WHAT IS NEEDED: Identify every line in the records below that contains the word "graph", and reproduce each one.

Saved data entries:
_ _ _

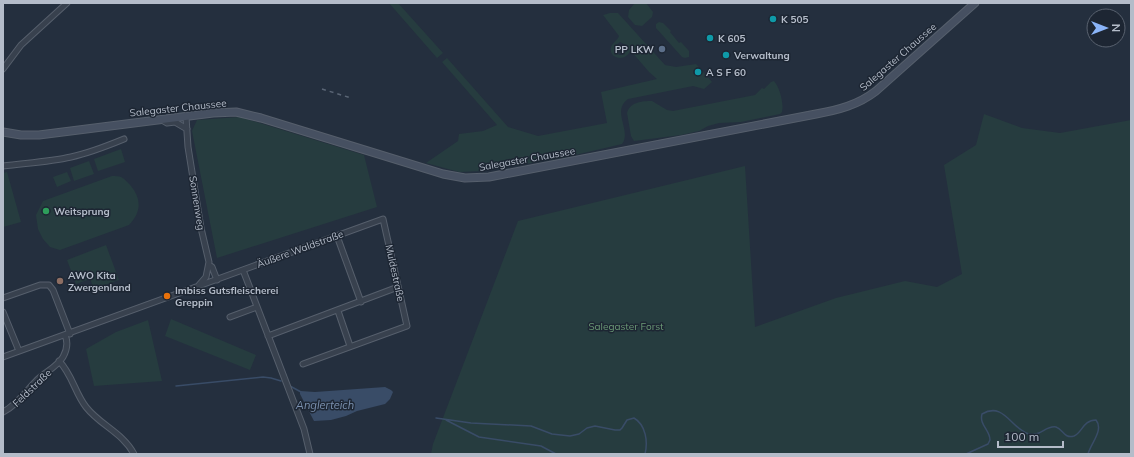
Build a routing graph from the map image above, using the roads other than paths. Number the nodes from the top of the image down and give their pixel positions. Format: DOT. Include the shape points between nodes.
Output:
graph roads {
  1 [pos="67,3"];
  2 [pos="975,3"];
  3 [pos="3,69"];
  4 [pos="186,117"];
  5 [pos="162,120"];
  6 [pos="187,130"];
  7 [pos="3,132"];
  8 [pos="124,139"];
  9 [pos="3,166"];
  10 [pos="383,219"];
  11 [pos="337,236"];
  12 [pos="209,265"];
  13 [pos="243,270"];
  14 [pos="217,280"];
  15 [pos="199,285"];
  16 [pos="398,287"];
  17 [pos="3,298"];
  18 [pos="361,302"];
  19 [pos="257,307"];
  20 [pos="338,311"];
  21 [pos="3,312"];
  22 [pos="230,317"];
  23 [pos="68,334"];
  24 [pos="268,336"];
  25 [pos="350,346"];
  26 [pos="19,351"];
  27 [pos="3,357"];
  28 [pos="59,362"];
  29 [pos="303,364"];
  30 [pos="3,412"];
  31 [pos="134,454"];
  32 [pos="310,454"];
  1 -- 3 [label="street" via="21,45"];
  2 -- 4 [label="main road, Salegaster Chaussee" via="876,91 844,108 485,177 465,178 449,175 243,113 220,112"];
  4 -- 5 [label="main road, Salegaster Chaussee"];
  4 -- 6 [label="street, Sonnenweg"];
  5 -- 6 [label="street" via="167,123 175,122"];
  5 -- 7 [label="main road, Salegaster Chaussee" via="39,135"];
  6 -- 12 [label="street, Sonnenweg"];
  8 -- 9 [label="street" via="71,157"];
  10 -- 11 [label="street, Äußere Waldstraße"];
  10 -- 16 [label="street, Muldestraße"];
  11 -- 13 [label="street, Äußere Waldstraße"];
  11 -- 18 [label="street"];
  12 -- 14 [label="street"];
  12 -- 15 [label="street" via="206,277"];
  13 -- 14 [label="street, Äußere Waldstraße"];
  13 -- 19 [label="street"];
  14 -- 15 [label="street, Äußere Waldstraße"];
  15 -- 23 [label="street, Äußere Waldstraße"];
  16 -- 18 [label="street"];
  16 -- 25 [label="street, Muldestraße" via="407,326"];
  17 -- 23 [label="street" via="40,284 49,285"];
  18 -- 20 [label="street"];
  19 -- 22 [label="street"];
  19 -- 24 [label="street"];
  20 -- 24 [label="street"];
  20 -- 25 [label="street"];
  21 -- 26 [label="street"];
  23 -- 26 [label="street, Äußere Waldstraße"];
  23 -- 28 [label="street, Feldstraße" via="63,357"];
  24 -- 32 [label="street" via="304,429"];
  25 -- 29 [label="street"];
  26 -- 27 [label="street, Äußere Waldstraße"];
  28 -- 30 [label="street, Feldstraße" via="39,378 13,407"];
  28 -- 31 [label="street, Feldstraße" via="67,371 85,406 125,441"];
}
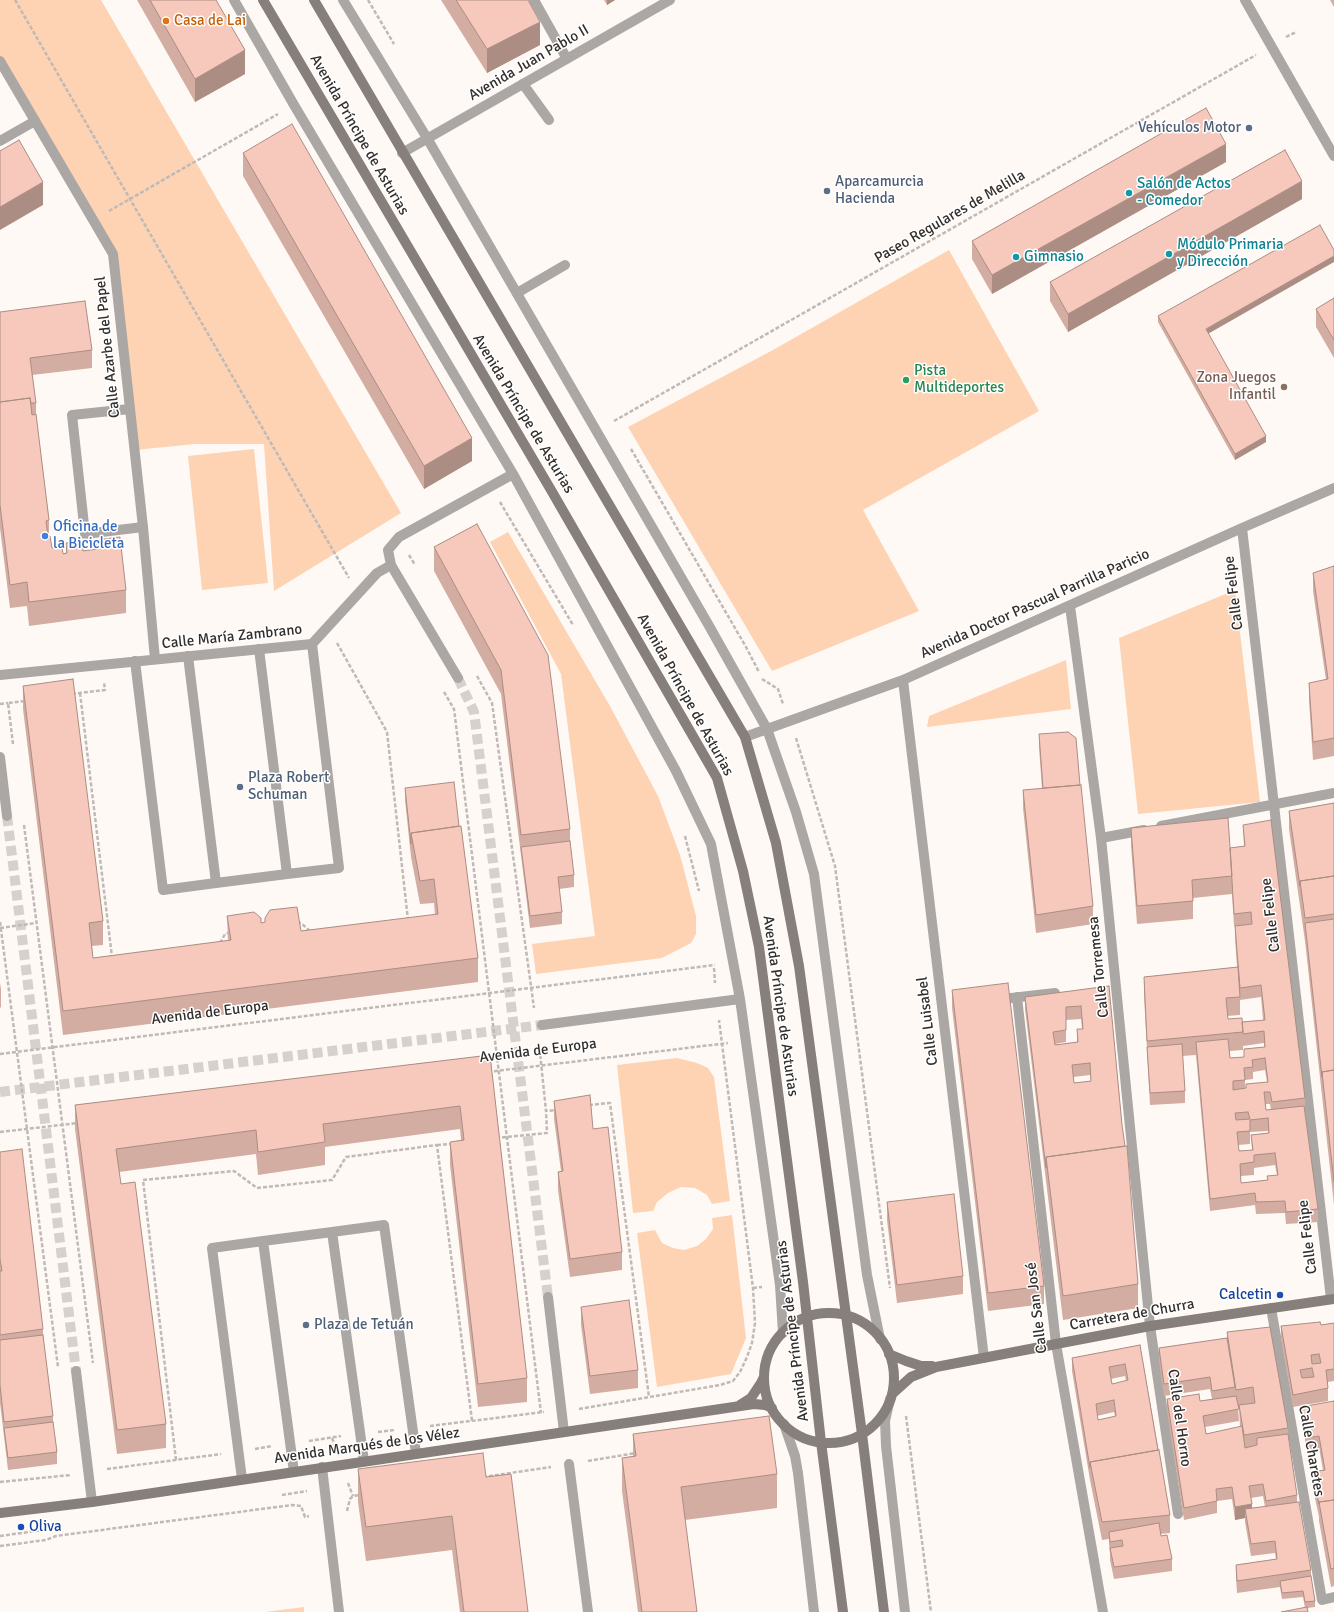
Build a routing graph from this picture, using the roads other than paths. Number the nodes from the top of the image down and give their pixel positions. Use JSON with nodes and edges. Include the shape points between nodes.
{"nodes":[{"id":1,"x":234,"y":0,"type":"edge"},
{"id":2,"x":263,"y":0,"type":"edge"},
{"id":3,"x":314,"y":0,"type":"edge"},
{"id":4,"x":344,"y":0,"type":"edge"},
{"id":5,"x":534,"y":0,"type":"edge"},
{"id":6,"x":670,"y":0,"type":"edge"},
{"id":7,"x":1245,"y":0,"type":"edge"},
{"id":8,"x":566,"y":59,"type":"junction"},
{"id":9,"x":0,"y":61,"type":"edge"},
{"id":10,"x":523,"y":84,"type":"junction"},
{"id":11,"x":35,"y":120,"type":"junction"},
{"id":12,"x":549,"y":120,"type":"dead end"},
{"id":13,"x":427,"y":138,"type":"junction"},
{"id":14,"x":0,"y":141,"type":"edge"},
{"id":15,"x":402,"y":153,"type":"junction"},
{"id":16,"x":1334,"y":156,"type":"edge"},
{"id":17,"x":565,"y":265,"type":"dead end"},
{"id":18,"x":517,"y":293,"type":"junction"},
{"id":19,"x":130,"y":409,"type":"junction"},
{"id":20,"x":513,"y":474,"type":"junction"},
{"id":21,"x":1334,"y":488,"type":"edge"},
{"id":22,"x":143,"y":527,"type":"junction"},
{"id":23,"x":1242,"y":528,"type":"junction"},
{"id":24,"x":391,"y":565,"type":"junction"},
{"id":25,"x":1070,"y":606,"type":"junction"},
{"id":26,"x":312,"y":644,"type":"junction"},
{"id":27,"x":259,"y":649,"type":"junction"},
{"id":28,"x":188,"y":656,"type":"junction"},
{"id":29,"x":155,"y":659,"type":"junction"},
{"id":30,"x":135,"y":661,"type":"junction"},
{"id":31,"x":0,"y":675,"type":"edge"},
{"id":32,"x":458,"y":678,"type":"tunnel mouth"},
{"id":33,"x":903,"y":680,"type":"junction"},
{"id":34,"x":767,"y":729,"type":"junction"},
{"id":35,"x":745,"y":737,"type":"junction"},
{"id":36,"x":0,"y":757,"type":"edge"},
{"id":37,"x":1334,"y":793,"type":"edge"},
{"id":38,"x":1273,"y":804,"type":"junction"},
{"id":39,"x":7,"y":816,"type":"tunnel mouth"},
{"id":40,"x":1101,"y":838,"type":"junction"},
{"id":41,"x":287,"y":874,"type":"junction"},
{"id":42,"x":216,"y":883,"type":"junction"},
{"id":43,"x":1063,"y":992,"type":"edge"},
{"id":44,"x":1017,"y":997,"type":"junction"},
{"id":45,"x":740,"y":999,"type":"junction"},
{"id":46,"x":1002,"y":999,"type":"edge"},
{"id":47,"x":542,"y":1025,"type":"tunnel mouth"},
{"id":48,"x":332,"y":1232,"type":"junction"},
{"id":49,"x":263,"y":1241,"type":"junction"},
{"id":50,"x":548,"y":1297,"type":"tunnel mouth"},
{"id":51,"x":1332,"y":1299,"type":"edge"},
{"id":52,"x":1272,"y":1308,"type":"junction"},
{"id":53,"x":845,"y":1315,"type":"junction"},
{"id":54,"x":806,"y":1318,"type":"junction"},
{"id":55,"x":1150,"y":1326,"type":"junction"},
{"id":56,"x":783,"y":1333,"type":"junction"},
{"id":57,"x":880,"y":1339,"type":"junction"},
{"id":58,"x":1056,"y":1344,"type":"junction"},
{"id":59,"x":889,"y":1354,"type":"junction"},
{"id":60,"x":984,"y":1358,"type":"junction"},
{"id":61,"x":936,"y":1367,"type":"junction"},
{"id":62,"x":76,"y":1371,"type":"tunnel mouth"},
{"id":63,"x":764,"y":1375,"type":"junction"},
{"id":64,"x":891,"y":1397,"type":"junction"},
{"id":65,"x":738,"y":1407,"type":"junction"},
{"id":66,"x":772,"y":1408,"type":"junction"},
{"id":67,"x":784,"y":1424,"type":"junction"},
{"id":68,"x":564,"y":1432,"type":"junction"},
{"id":69,"x":862,"y":1434,"type":"junction"},
{"id":70,"x":821,"y":1442,"type":"junction"},
{"id":71,"x":416,"y":1453,"type":"junction"},
{"id":72,"x":364,"y":1461,"type":"junction"},
{"id":73,"x":569,"y":1464,"type":"road end"},
{"id":74,"x":322,"y":1468,"type":"junction"},
{"id":75,"x":294,"y":1472,"type":"junction"},
{"id":76,"x":242,"y":1479,"type":"junction"},
{"id":77,"x":92,"y":1502,"type":"junction"},
{"id":78,"x":0,"y":1513,"type":"edge"},
{"id":79,"x":1178,"y":1514,"type":"dead end"},
{"id":80,"x":1334,"y":1597,"type":"edge"},
{"id":81,"x":339,"y":1612,"type":"edge"},
{"id":82,"x":588,"y":1612,"type":"edge"},
{"id":83,"x":814,"y":1612,"type":"edge"},
{"id":84,"x":843,"y":1612,"type":"edge"},
{"id":85,"x":884,"y":1612,"type":"edge"},
{"id":86,"x":906,"y":1612,"type":"edge"},
{"id":87,"x":1103,"y":1612,"type":"edge"}],
"edges":[{"from":1,"to":20,"type":"street"},
{"from":2,"to":54,"type":"main road","name":"Avenida Príncipe de Asturias","via":[[717,778],[743,871],[758,947]]},
{"from":3,"to":15,"type":"main road","name":"Avenida Príncipe de Asturias"},
{"from":4,"to":13,"type":"street"},
{"from":5,"to":8,"type":"street"},
{"from":6,"to":8,"type":"street","name":"Avenida Juan Pablo II"},
{"from":7,"to":16,"type":"street"},
{"from":8,"to":10,"type":"street","name":"Avenida Juan Pablo II"},
{"from":9,"to":11,"type":"street","name":"Calle Azarbe del Papel"},
{"from":10,"to":12,"type":"street"},
{"from":10,"to":13,"type":"street","name":"Avenida Juan Pablo II"},
{"from":11,"to":14,"type":"street"},
{"from":11,"to":19,"type":"street","name":"Calle Azarbe del Papel","via":[[113,254]]},
{"from":13,"to":15,"type":"street","name":"Avenida Juan Pablo II"},
{"from":13,"to":18,"type":"street"},
{"from":15,"to":35,"type":"main road","name":"Avenida Príncipe de Asturias"},
{"from":17,"to":18,"type":"street"},
{"from":18,"to":34,"type":"street"},
{"from":19,"to":22,"type":"street","name":"Calle Azarbe del Papel"},
{"from":19,"to":22,"type":"street","via":[[72,415],[85,534]]},
{"from":20,"to":24,"type":"street","via":[[399,537],[388,550]]},
{"from":20,"to":45,"type":"street","via":[[676,771],[711,844]]},
{"from":21,"to":23,"type":"street","name":"Avenida Doctor Pascual Parrilla Paricio"},
{"from":22,"to":29,"type":"street","name":"Calle Azarbe del Papel"},
{"from":23,"to":25,"type":"street","name":"Avenida Doctor Pascual Parrilla Paricio"},
{"from":23,"to":38,"type":"street","name":"Calle Felipe"},
{"from":24,"to":26,"type":"street","name":"Calle María Zambrano","via":[[377,573]]},
{"from":24,"to":32,"type":"street"},
{"from":25,"to":33,"type":"street","name":"Avenida Doctor Pascual Parrilla Paricio"},
{"from":25,"to":40,"type":"street","name":"Calle Torremesa"},
{"from":26,"to":27,"type":"street","name":"Calle María Zambrano"},
{"from":26,"to":41,"type":"street","via":[[340,868]]},
{"from":27,"to":28,"type":"street","name":"Calle María Zambrano"},
{"from":27,"to":41,"type":"street"},
{"from":28,"to":29,"type":"street","name":"Calle María Zambrano"},
{"from":28,"to":42,"type":"street"},
{"from":29,"to":30,"type":"street","name":"Calle María Zambrano"},
{"from":30,"to":31,"type":"street","name":"Calle María Zambrano"},
{"from":30,"to":42,"type":"street","via":[[163,890]]},
{"from":33,"to":34,"type":"street","name":"Avenida Doctor Pascual Parrilla Paricio"},
{"from":33,"to":60,"type":"street","name":"Calle Luisabel","via":[[945,1005]]},
{"from":34,"to":35,"type":"street","name":"Avenida Doctor Pascual Parrilla Paricio"},
{"from":34,"to":57,"type":"street","via":[[814,874],[867,1275]]},
{"from":35,"to":53,"type":"main road","name":"Avenida Príncipe de Asturias","via":[[776,843],[799,966]]},
{"from":36,"to":39,"type":"street"},
{"from":37,"to":38,"type":"street"},
{"from":38,"to":40,"type":"street"},
{"from":38,"to":51,"type":"street","name":"Calle Felipe"},
{"from":40,"to":55,"type":"street","name":"Calle Torremesa","via":[[1112,987]]},
{"from":41,"to":42,"type":"street"},
{"from":43,"to":44,"type":"street"},
{"from":44,"to":46,"type":"street"},
{"from":44,"to":58,"type":"street","name":"Calle San José"},
{"from":45,"to":47,"type":"street","name":"Avenida de Europa"},
{"from":45,"to":56,"type":"street","via":[[780,1285]]},
{"from":48,"to":49,"type":"street"},
{"from":48,"to":71,"type":"street","via":[[384,1225]]},
{"from":48,"to":72,"type":"street"},
{"from":49,"to":75,"type":"street"},
{"from":49,"to":76,"type":"street","via":[[212,1248]]},
{"from":50,"to":68,"type":"street"},
{"from":51,"to":52,"type":"main road","name":"Carretera de Churra"},
{"from":52,"to":55,"type":"main road","name":"Carretera de Churra"},
{"from":52,"to":80,"type":"street","name":"Calle Charetes","via":[[1322,1600]]},
{"from":53,"to":54,"type":"main road","via":[[825,1313]]},
{"from":53,"to":57,"type":"main road","via":[[865,1324]]},
{"from":53,"to":69,"type":"main road","name":"Avenida Príncipe de Asturias"},
{"from":54,"to":56,"type":"main road","via":[[793,1324]]},
{"from":54,"to":70,"type":"main road","name":"Avenida Príncipe de Asturias"},
{"from":55,"to":58,"type":"main road","name":"Carretera de Churra"},
{"from":55,"to":79,"type":"street","name":"Calle del Horno"},
{"from":56,"to":63,"type":"main road","via":[[771,1350]]},
{"from":57,"to":59,"type":"main road"},
{"from":58,"to":60,"type":"main road","name":"Carretera de Churra"},
{"from":58,"to":87,"type":"street","name":"Calle San José"},
{"from":59,"to":61,"type":"main road","name":"Carretera de Churra","via":[[921,1366]]},
{"from":59,"to":64,"type":"main road","via":[[894,1374]]},
{"from":60,"to":61,"type":"main road","name":"Carretera de Churra"},
{"from":61,"to":64,"type":"main road","name":"Carretera de Churra","via":[[910,1377]]},
{"from":62,"to":77,"type":"street"},
{"from":63,"to":65,"type":"main road","via":[[751,1398]]},
{"from":63,"to":66,"type":"main road","via":[[765,1389]]},
{"from":64,"to":69,"type":"main road","via":[[882,1416]]},
{"from":64,"to":86,"type":"street","via":[[885,1421],[886,1446]]},
{"from":65,"to":66,"type":"main road","name":"Avenida Marqués de los Vélez","via":[[754,1404]]},
{"from":65,"to":68,"type":"main road","name":"Avenida Marqués de los Vélez"},
{"from":66,"to":67,"type":"main road"},
{"from":67,"to":70,"type":"main road","via":[[801,1437]]},
{"from":67,"to":83,"type":"street","via":[[798,1473]]},
{"from":68,"to":71,"type":"main road","name":"Avenida Marqués de los Vélez"},
{"from":69,"to":70,"type":"main road","via":[[846,1440]]},
{"from":69,"to":85,"type":"main road","name":"Avenida Príncipe de Asturias"},
{"from":70,"to":84,"type":"main road","name":"Avenida Príncipe de Asturias"},
{"from":71,"to":72,"type":"main road","name":"Avenida Marqués de los Vélez"},
{"from":72,"to":74,"type":"main road","name":"Avenida Marqués de los Vélez"},
{"from":73,"to":82,"type":"street"},
{"from":74,"to":75,"type":"main road","name":"Avenida Marqués de los Vélez"},
{"from":74,"to":81,"type":"street"},
{"from":75,"to":76,"type":"main road","name":"Avenida Marqués de los Vélez"},
{"from":76,"to":77,"type":"main road","name":"Avenida Marqués de los Vélez"},
{"from":77,"to":78,"type":"main road","name":"Avenida Marqués de los Vélez"}]}
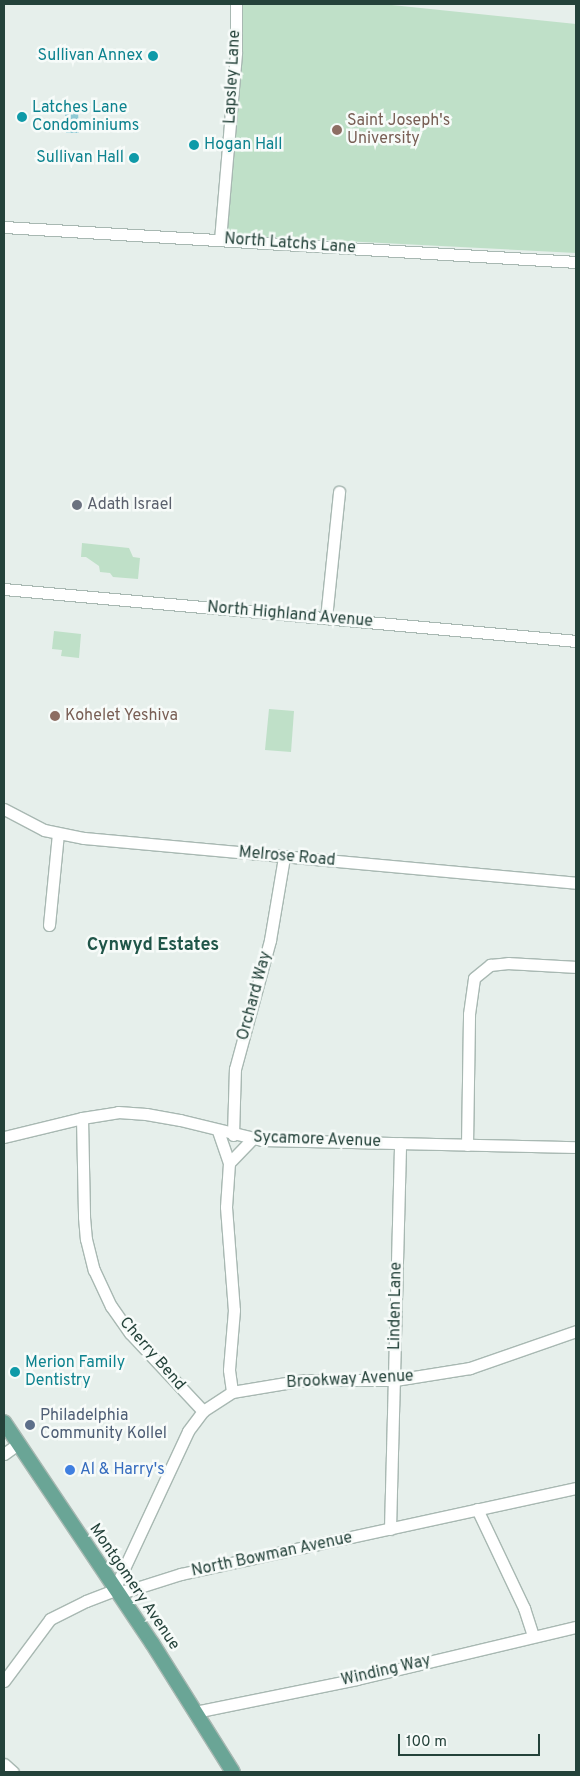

_ _ _

OUTPUT:
Build a routing graph from the map image above, using the roads other than paths. Number the nodes from the top of the image down and give their pixel positions. Format: DOT. Include the shape points between nodes.
graph roads {
Build a routing graph from this picture, using the roads other than paths. Number the nodes from the top of the image down and give their pixel positions. Use JSON with nodes and edges. Include the shape points between nodes.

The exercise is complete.